I must say that, “How to Breath While Dying” is the track that changed me. Honestly. It is only me but I’m playing with myself and my different personalities. It really is an ensemble, it’s just me. I don’t mean to make this sound self-centered but the ending, where it’s all of these beautiful lyrical lines, I didn’t know I could write music like this! I didn’t know I could express myself in this way. I could not figure out the ending of this track and once I got a glimpse of it I was like “Oh my God. The sky is opening up. This what I’m trying to say with this piece! Life is rough, trying to find out how to breathe while living with bipolar disorder, living with depression, living under the reign of white supremacy. I found it!” And it made me really emotional, I’m kind of getting emotional about it right now. [laughs] Taking the limits off of myself and my musicality and just experimenting, and experimenting, and experimenting, and going at it. Figuring it out and busting my ass making this product that I am so happy with. So so so happy with.
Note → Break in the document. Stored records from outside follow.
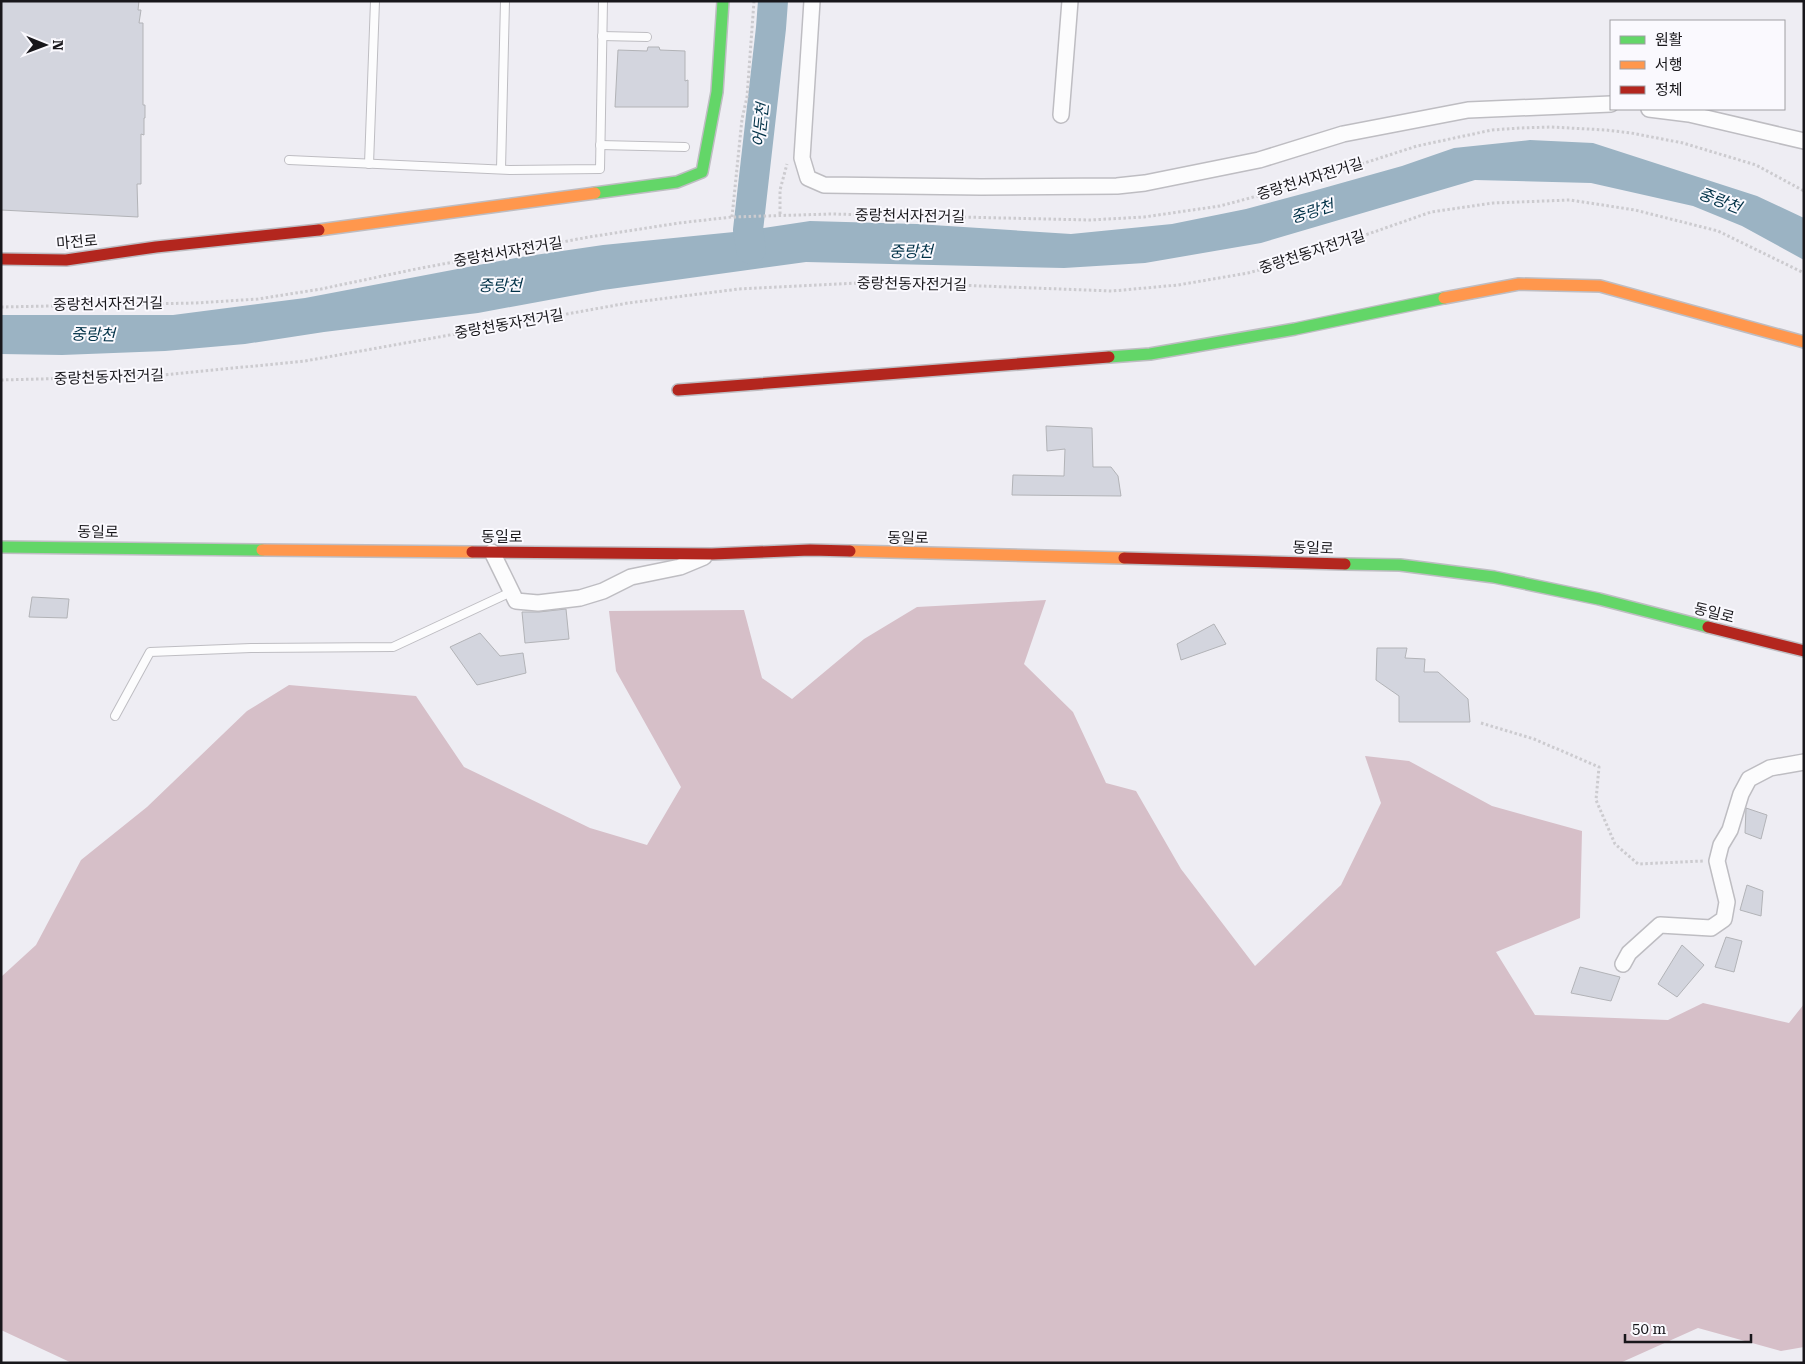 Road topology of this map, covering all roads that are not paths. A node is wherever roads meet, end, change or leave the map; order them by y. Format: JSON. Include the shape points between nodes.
{"nodes":[{"id":1,"x":375,"y":1,"type":"edge"},
{"id":2,"x":505,"y":1,"type":"edge"},
{"id":3,"x":603,"y":1,"type":"edge"},
{"id":4,"x":724,"y":1,"type":"edge"},
{"id":5,"x":812,"y":1,"type":"edge"},
{"id":6,"x":1070,"y":1,"type":"edge"},
{"id":7,"x":602,"y":36,"type":"junction"},
{"id":8,"x":647,"y":37,"type":"dead end"},
{"id":9,"x":1610,"y":104,"type":"edge"},
{"id":10,"x":1657,"y":110,"type":"edge"},
{"id":11,"x":1061,"y":115,"type":"dead end"},
{"id":12,"x":1804,"y":141,"type":"edge"},
{"id":13,"x":600,"y":145,"type":"junction"},
{"id":14,"x":685,"y":147,"type":"dead end"},
{"id":15,"x":289,"y":160,"type":"dead end"},
{"id":16,"x":369,"y":164,"type":"junction"},
{"id":17,"x":501,"y":170,"type":"junction"},
{"id":18,"x":1,"y":259,"type":"edge"},
{"id":19,"x":1804,"y":342,"type":"edge"},
{"id":20,"x":678,"y":390,"type":"dead end"},
{"id":21,"x":5,"y":548,"type":"edge"},
{"id":22,"x":492,"y":552,"type":"junction"},
{"id":23,"x":712,"y":554,"type":"junction"},
{"id":24,"x":511,"y":592,"type":"junction"},
{"id":25,"x":1804,"y":651,"type":"edge"},
{"id":26,"x":115,"y":716,"type":"dead end"},
{"id":27,"x":1804,"y":762,"type":"edge"},
{"id":28,"x":1623,"y":964,"type":"dead end"}],
"edges":[{"from":1,"to":16,"type":"lane"},
{"from":2,"to":17,"type":"lane"},
{"from":3,"to":7,"type":"lane"},
{"from":4,"to":18,"type":"street","name":"마전로","via":[[716,92],[702,172],[677,182],[300,233],[66,260]]},
{"from":5,"to":9,"type":"street","via":[[802,158],[808,178],[824,185],[1117,186],[1259,160],[1342,134],[1468,110]]},
{"from":6,"to":11,"type":"street"},
{"from":7,"to":8,"type":"lane"},
{"from":7,"to":13,"type":"lane"},
{"from":10,"to":12,"type":"street","via":[[1689,114]]},
{"from":13,"to":14,"type":"lane"},
{"from":13,"to":17,"type":"lane","via":[[600,168]]},
{"from":15,"to":16,"type":"lane"},
{"from":16,"to":17,"type":"lane"},
{"from":19,"to":20,"type":"street","via":[[1600,286],[1519,284],[1150,354]]},
{"from":21,"to":22,"type":"street","name":"동일로","via":[[79,546]]},
{"from":22,"to":23,"type":"street","name":"동일로"},
{"from":22,"to":24,"type":"street"},
{"from":23,"to":24,"type":"street","via":[[680,567],[631,577],[603,592],[580,598],[538,603],[516,601]]},
{"from":23,"to":25,"type":"street","name":"동일로","via":[[810,550],[1400,565],[1494,577],[1598,599]]},
{"from":24,"to":26,"type":"lane","via":[[393,647],[150,652]]},
{"from":27,"to":28,"type":"street","via":[[1770,768],[1750,779],[1741,794],[1717,861],[1727,902],[1724,919],[1711,928],[1660,925],[1629,953]]}]}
OS: “Voices of the Ancestors” was the only song credited as a live recording – I was wondering if you could talk about it and how you appreciated the differing and continuing dynamics that it adds to the album?
JG: I started improvising in 2018 and I was trying to figure everything out in my life and I could just not do it. I could not figure out melodies, I was so afraid, and I just played really really really aggressive bassoon all the time – to the point where my wrists were hurting. Like tearing my bassoon the fuck up, not in a good way, all this stuff. Then I found myself also playing in large contemporary spaces with white people and I could not feel spiritual connection there to the same level I did when I played with black people. Making music within blackness always feels very different to me then playing music with white people.
So with “Voices of the Ancestors,” that was for the 400 year date that enslaved Africans were stolen and brought into this country to work on plantations – part of a whole program at Riverside Church in Manhattan. I just got the call that they wanted improvised bassoon and I was like, “Okay… that’s really random,” but I went and I was playing with three African drummers and it was just like life changing. Meeting and playing with Chichi [Chioneso Bakr] and Hassan [Bakr] and Victor [See Yuen], I had never played with African drumming ensemble before and so… I was really scared [laughs]. And I don’t know if you have ever been in Riverside Church before but it is humongous. It’s so beautiful but it’s huge. I was asking what the turnout was going to be like and they told me, “Oh, it’s completely soldout,” [laughs] okay, alright. So I went, and did a dress rehearsal, just to get a feel, and I was like, “Oh my god, I have no idea what I’m doing.” So I went, got a margarita, a quite strong one, came back and I felt great. I went up there and I just looked at them and they started playing and it was a very spiritual experience for me. I remember watching the video the next day and I was like “Oh, I didn’t realize I did all that. This is really good!” [laughs]
So yeah, I played this piece, posted it on the internet, and things went pretty crazy for me! A lot of things really changed for me. I will always be so grateful to Hassan, Chichi, and Victor and I… I want to go more into it but I can’t because I don’t have the language to put in what my soul was trying to say. I know that main sound cheesy, but I truly mean it. I could not imagine not having that on this album. I don’t know where I would be in my music if I did not get the call for that gig and I truly fucking mean that. It changed my life. That performance really changed my life and forever grateful for it.